Spora ransomware was introduced by its developers in the beginning of 2017. However, it has already managed to impress security experts by its encryption procedure, a well-made official website and a ransom notification. This virus is considered one of the most aggressive ones because it doesn’t need the Internet connection to encrypt victim’s files. Infected documents do not change their extensions, but you can’t open them. When trying to do that, you can see the notification that reads:

XXX can’t be opened.
This document is either corrupt or protected under Rights Management.

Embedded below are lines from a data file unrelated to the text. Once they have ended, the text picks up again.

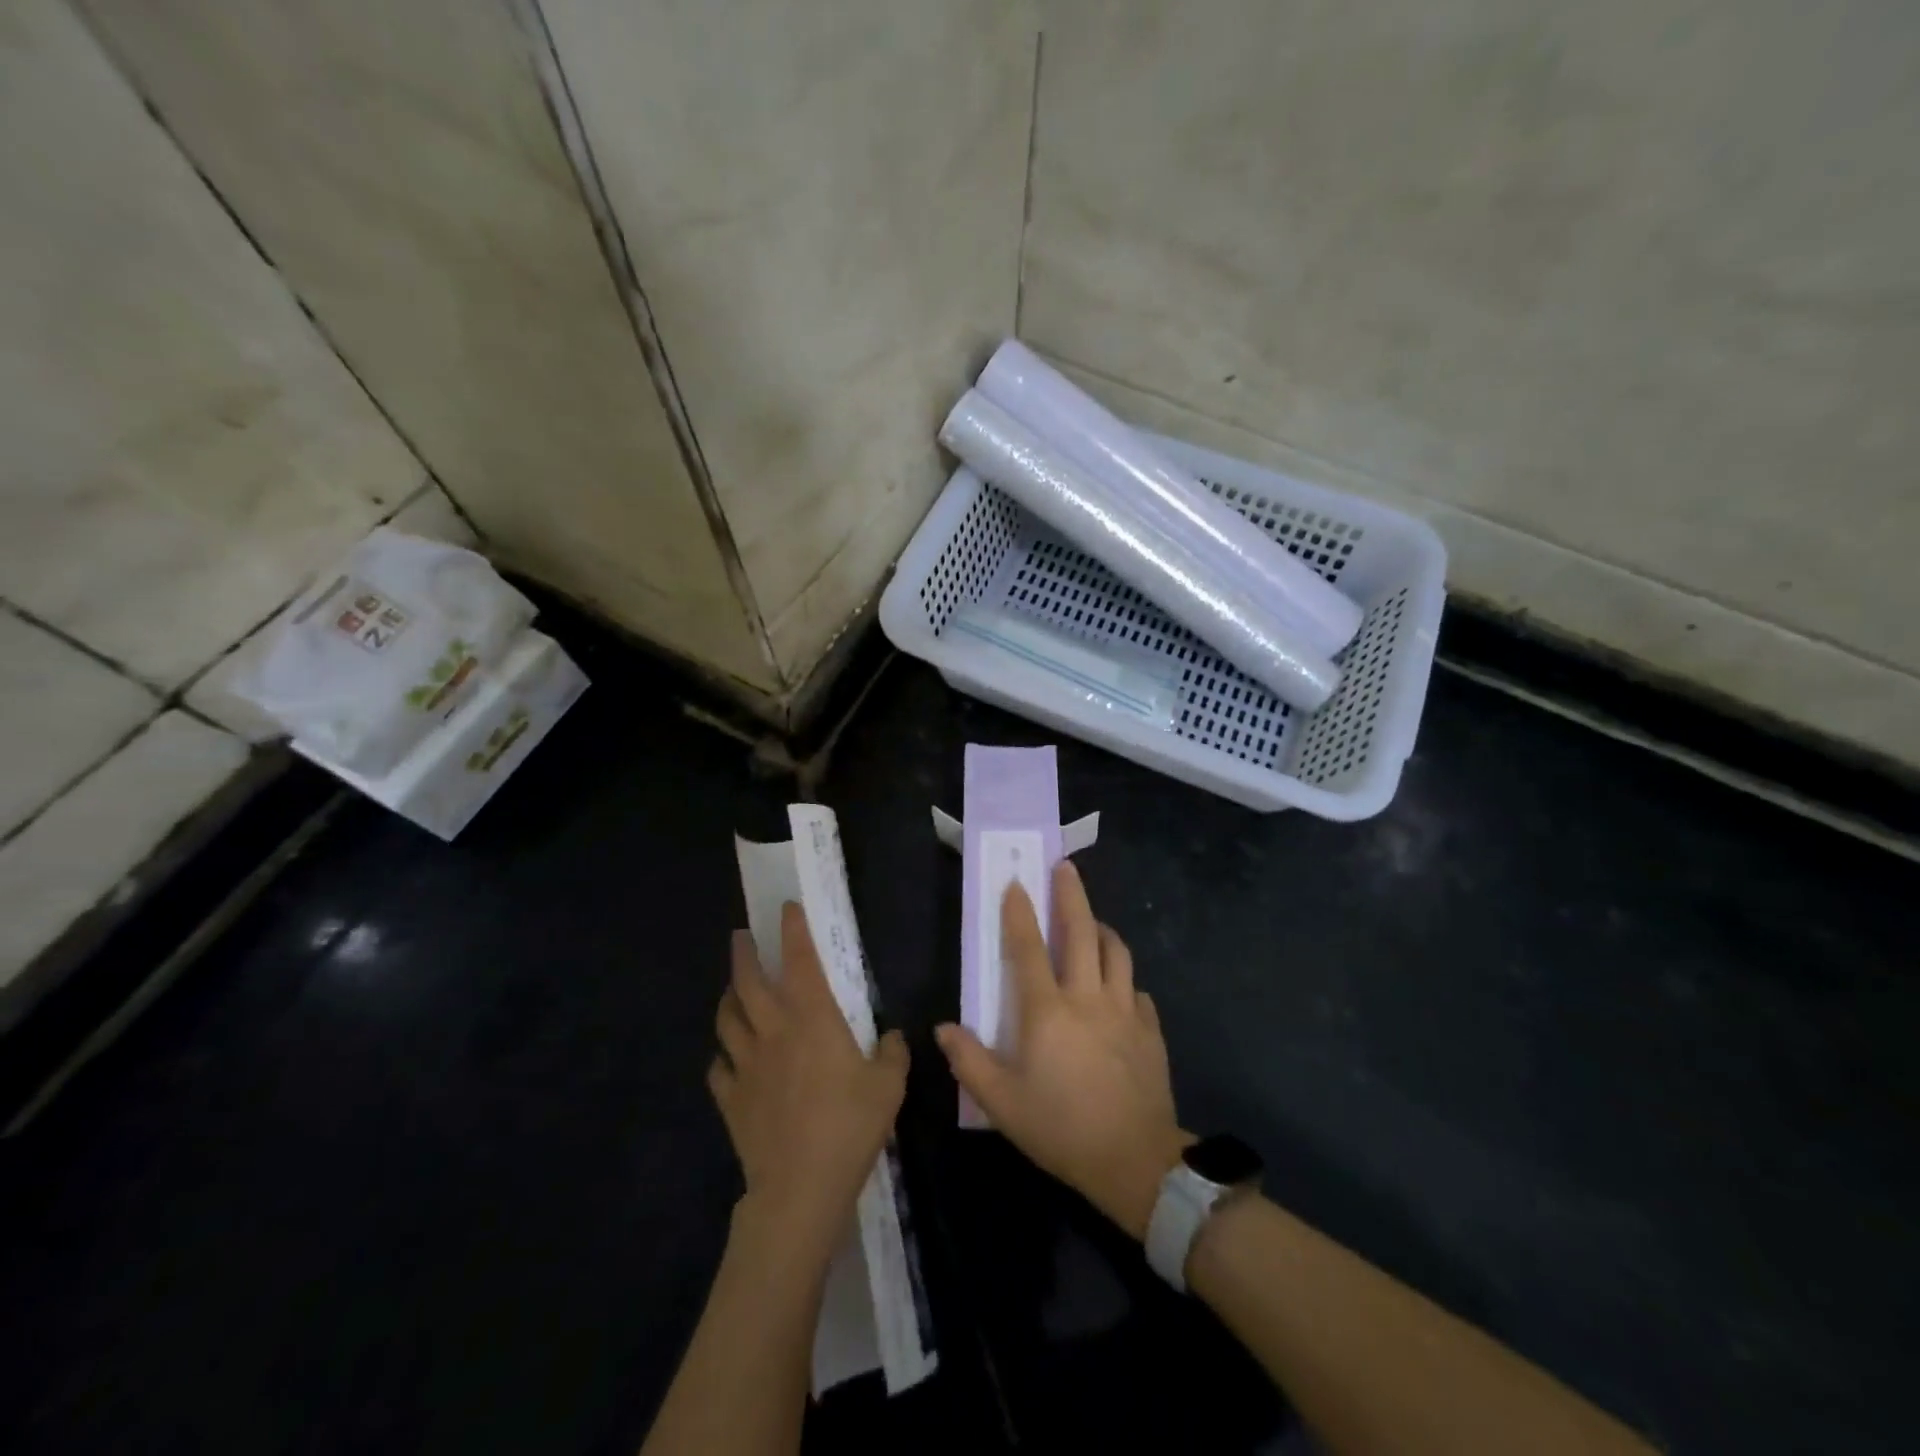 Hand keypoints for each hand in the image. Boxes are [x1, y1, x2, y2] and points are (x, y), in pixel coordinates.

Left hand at [708, 903, 907, 1258]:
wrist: (800, 1186)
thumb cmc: (850, 1125)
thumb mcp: (889, 1086)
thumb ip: (893, 1053)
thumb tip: (894, 1036)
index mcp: (812, 1018)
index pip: (799, 960)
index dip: (793, 930)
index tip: (786, 908)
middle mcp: (773, 1031)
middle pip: (747, 982)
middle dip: (743, 954)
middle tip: (741, 937)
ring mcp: (746, 1065)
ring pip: (726, 1020)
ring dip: (727, 998)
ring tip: (731, 990)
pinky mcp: (731, 1099)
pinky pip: (719, 1068)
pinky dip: (721, 1056)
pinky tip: (726, 1058)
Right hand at [935, 860, 1191, 1241]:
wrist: (1136, 1161)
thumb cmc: (1061, 1129)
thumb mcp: (1002, 1104)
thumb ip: (970, 1061)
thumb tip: (945, 1028)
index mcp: (1047, 1011)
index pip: (1029, 948)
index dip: (1020, 913)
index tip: (1016, 882)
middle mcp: (1088, 998)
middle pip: (1081, 932)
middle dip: (1072, 895)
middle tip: (1066, 867)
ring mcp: (1124, 1010)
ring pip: (1116, 952)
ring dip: (1102, 929)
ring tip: (1092, 922)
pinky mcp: (1150, 1029)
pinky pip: (1136, 989)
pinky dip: (1123, 978)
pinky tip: (1118, 987) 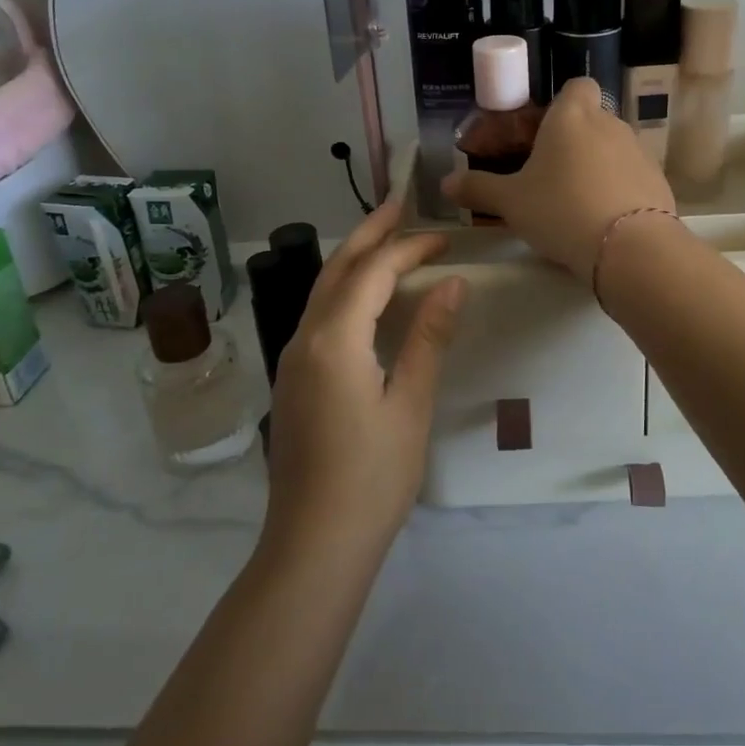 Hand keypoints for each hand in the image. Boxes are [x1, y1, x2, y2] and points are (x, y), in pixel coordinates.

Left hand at [263, 199, 465, 561]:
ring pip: (323, 289)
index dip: (409, 248)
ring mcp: (292, 359)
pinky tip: (367, 295)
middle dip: (370, 232)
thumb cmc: (372, 477)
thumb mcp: (410, 404)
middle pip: (337, 267)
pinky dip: (346, 288)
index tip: (445, 237)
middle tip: (400, 201)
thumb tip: (452, 283)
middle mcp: (304, 338)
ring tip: (386, 236)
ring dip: (355, 257)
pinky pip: (320, 314)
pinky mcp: (294, 379)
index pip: (373, 272)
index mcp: (333, 340)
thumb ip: (428, 337)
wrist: (314, 544)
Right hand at [442, 78, 674, 282]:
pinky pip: (632, 176)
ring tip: (575, 202)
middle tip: (549, 175)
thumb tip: (446, 184)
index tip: (544, 131)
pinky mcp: (658, 181)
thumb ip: (478, 189)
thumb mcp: (511, 203)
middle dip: (573, 141)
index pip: (576, 86)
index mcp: (572, 117)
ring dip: (596, 165)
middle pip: (592, 119)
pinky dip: (618, 189)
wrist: (628, 247)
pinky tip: (603, 219)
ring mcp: (639, 151)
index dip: (562, 103)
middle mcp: (610, 124)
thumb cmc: (560, 210)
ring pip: (612, 148) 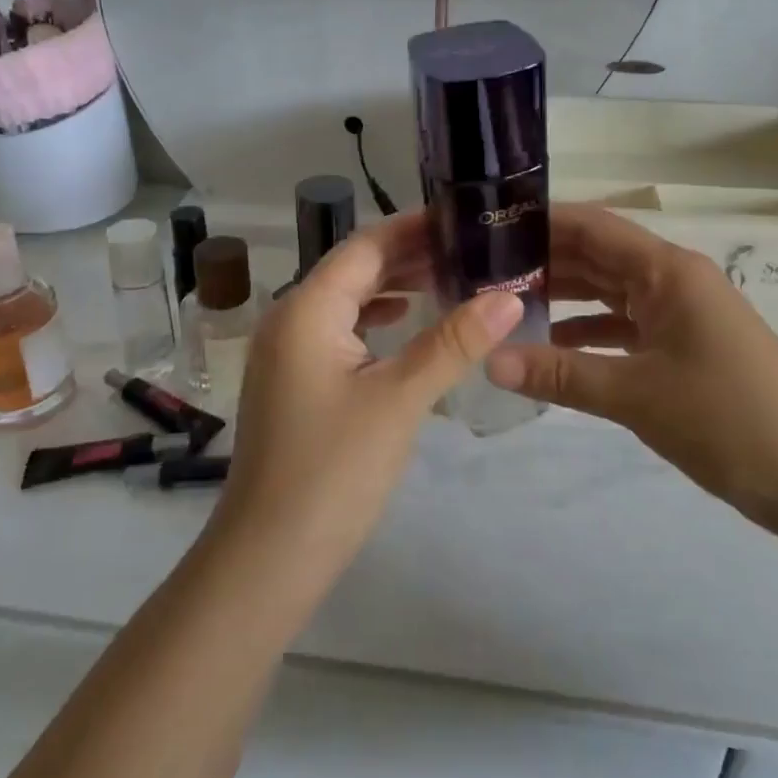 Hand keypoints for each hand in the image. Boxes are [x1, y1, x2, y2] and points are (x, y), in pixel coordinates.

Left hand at [213, 211, 523, 577]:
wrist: (268, 558)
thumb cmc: (333, 471)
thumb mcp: (400, 400)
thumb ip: (454, 342)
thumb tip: (509, 294)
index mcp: (307, 309)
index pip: (366, 246)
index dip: (415, 228)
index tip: (466, 219)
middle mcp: (289, 318)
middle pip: (355, 268)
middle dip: (410, 255)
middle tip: (471, 248)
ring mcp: (287, 352)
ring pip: (347, 300)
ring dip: (394, 286)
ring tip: (450, 277)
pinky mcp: (294, 381)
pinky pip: (339, 331)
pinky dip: (376, 319)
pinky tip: (406, 324)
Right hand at [485, 203, 777, 544]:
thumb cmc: (728, 420)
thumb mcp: (637, 396)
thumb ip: (560, 374)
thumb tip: (488, 361)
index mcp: (668, 271)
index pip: (594, 226)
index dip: (543, 220)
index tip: (489, 226)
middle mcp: (671, 280)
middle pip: (597, 255)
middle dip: (543, 259)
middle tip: (482, 269)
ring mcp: (678, 312)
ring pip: (607, 290)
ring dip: (562, 295)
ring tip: (504, 302)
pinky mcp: (680, 344)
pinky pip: (622, 324)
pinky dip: (586, 330)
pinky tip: (549, 345) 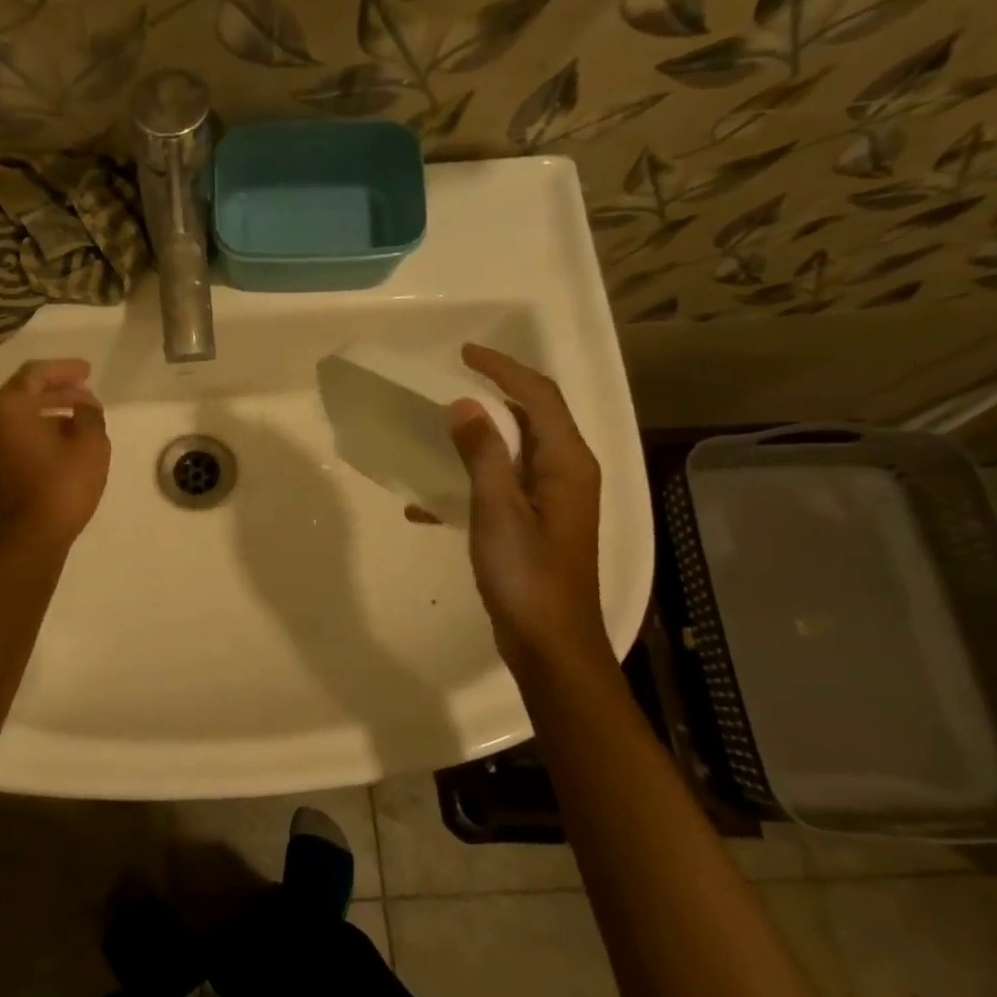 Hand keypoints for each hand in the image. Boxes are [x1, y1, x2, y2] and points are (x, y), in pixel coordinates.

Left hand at [0, 359, 110, 551]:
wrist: (31, 539)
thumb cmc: (61, 485)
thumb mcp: (90, 444)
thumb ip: (90, 415)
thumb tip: (84, 407)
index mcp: (9, 407)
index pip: (36, 374)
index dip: (64, 370)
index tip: (88, 371)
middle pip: (26, 393)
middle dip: (59, 390)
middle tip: (87, 392)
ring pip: (23, 416)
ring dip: (52, 411)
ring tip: (83, 416)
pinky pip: (21, 437)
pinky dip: (43, 430)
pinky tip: (67, 440)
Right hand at [447, 345, 605, 668]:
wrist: (550, 644)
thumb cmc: (527, 575)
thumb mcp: (498, 510)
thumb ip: (483, 454)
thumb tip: (464, 405)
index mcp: (567, 463)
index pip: (539, 396)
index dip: (503, 368)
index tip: (464, 353)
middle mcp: (568, 473)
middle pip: (535, 416)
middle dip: (497, 392)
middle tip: (452, 381)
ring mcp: (554, 500)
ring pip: (516, 449)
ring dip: (481, 435)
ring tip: (439, 430)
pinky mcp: (537, 523)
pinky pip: (503, 483)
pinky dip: (472, 480)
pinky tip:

Infected users are also asked to connect to the payment site of the Spora ransomware to know how much do they need to pay for the decryption of their files. The most surprising thing that we found after connecting to this site is that you  can choose the amount of money are you willing to spend on the ransom. Of course, the less you pay, the less you can decrypt. Also, there is a dialogue window on the right where you can leave your question to the developers of Spora ransomware. This “customer” support has surprised even the most experienced security experts because it gives you an opportunity to talk to hackers. The first example of this malware used Russian language and was spread as Скан-копия _ 10 января 2017г. Составлено и подписано главным бухгалтером. Экспорт из 1С.a01e743_рdf.hta file. However, its developers are not silly to miss a change to increase their profit – to collect as much ransoms as possible, they launched English version of Spora ransomware after several weeks of testing their initial virus. Beware that this version has just started spreading via USB sticks, so anyone who connects his/hers USB stick to your computer can infect you with this ransomware virus.